Just like to add it is CRITICAL  that the brakes are in good condition and corectly adjusted,  on a trailer they soon get worn and lose efficency, resulting in  longer stopping distance  and a greater chance of jackknifing ... get em checked now folks...


----------



## jac47 (28 November 2008)

No landrovers can pull up to 4 ton


----------



## BigRed (28 November 2008)

The Isuzu Trooper 3.1TD can tow 3.5 ton braked trailer.  All you need to do is check the manufacturers recommended towing weights.


----------



## BeckyD (28 November 2008)

[ QUOTE ]

A SWB defender comes in at a whopping tow weight of 3.5t, despite its size, purely because its damn heavy! 

[/ QUOTE ]

I'd actually argue against that.  The SWB defender (indeed the LWB Defender as well) aren't heavy at all.  The towing ability comes down to engine ability I think, rather than weight.  Defenders (newish ones at least) certainly weigh a heck of a lot less than my Sorento yet can legally tow slightly more!  Odd, the world is odd.


----------



## brighteyes (28 November 2008)

You have to be within the towing capacity of your vehicle as specified by the manufacturers, and as the max payload of an Ifor is about 2.5 tonnes, your vehicle and trailer complete with fuel, occupants (equine, canine and human) tack butties and other junk must bw within the specified gross train weight.  The insurance and safety implications alone should have everyone who isn't quite sure, having a jolly good look at the figures.

Here  is the link to vehicle makes and models and their towing limits.  If the vehicle isn't listed. Google it - the numbers will be there... 

If you want to be really pedantic, work out all the figures longhand from specs, weigh everything else and if you feel confident you are legal, get along to a weighbridge.

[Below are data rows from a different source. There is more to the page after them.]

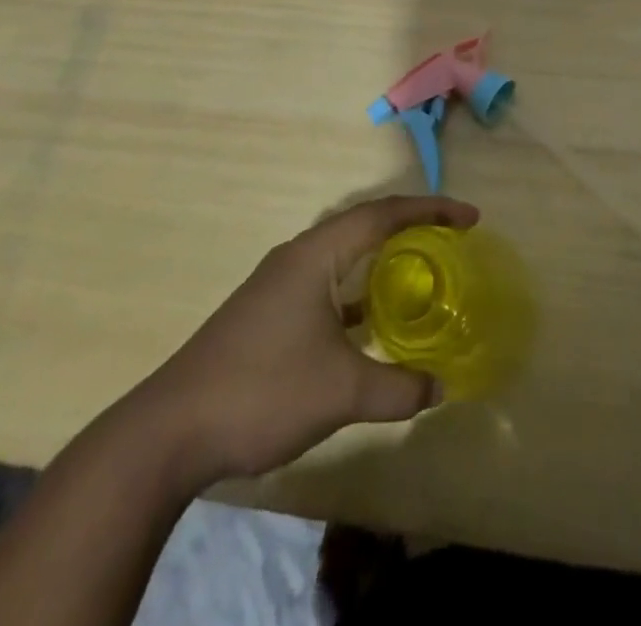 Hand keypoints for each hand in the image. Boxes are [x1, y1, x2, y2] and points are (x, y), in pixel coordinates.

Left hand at [129, 194, 478, 483]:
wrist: (169, 431)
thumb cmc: (262, 391)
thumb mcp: (341, 391)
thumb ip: (397, 387)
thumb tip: (439, 389)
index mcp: (316, 254)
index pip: (383, 214)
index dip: (431, 210)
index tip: (470, 218)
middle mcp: (298, 257)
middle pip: (364, 227)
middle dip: (410, 230)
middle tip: (451, 244)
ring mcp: (278, 285)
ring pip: (343, 259)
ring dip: (382, 265)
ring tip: (420, 279)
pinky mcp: (267, 314)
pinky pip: (326, 287)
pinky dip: (357, 296)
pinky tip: (371, 327)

Also bear in mind that if no weighbridge is available at a roadside check, the police go off the plated mlw (max laden weight) stamped on your trailer's drawbar and go off that - sooooo even if you are only towing a Shettie and a bale of hay, you might find yourself in trouble!


----------



## Seahorse (28 November 2008)

My Jeep Grand Cherokee 4l can tow 3500kg!


----------



## BigRed (28 November 2008)

Apart from anything else, do you really think that police would ignore all the women towing their horses around in various 4x4's if we were all blatently breaking the law ?

The forum would be awash with stories of people who had been nicked.


----------



## Roasted Chestnuts (28 November 2008)

Kerb weight isnt law.

I can tow Kia my 500kg plus my 505 which weighs 1405gks add 50kgs for tack/hay etc so say max of 1470kgs in the trailer.

My Xtrail has a max braked tow weight of 2500kgs although I would never be pulling that which means that legally I can tow my 505 which has a max weight of 2340kgs.

Or what you can do is do what BB suggested and get the trailer plated to what ever your car can tow and you would be legal.

Nikki xxxx


----------



## flyingfeet (28 November 2008)

Actually I am not sure whether the police would be that worried by overweight trailers. However if you were in an accident you would not be insured, and heaven forbid if anything happened to your horse, if they were travelling in an overweight trailer for the vehicle I doubt that would pay out either. 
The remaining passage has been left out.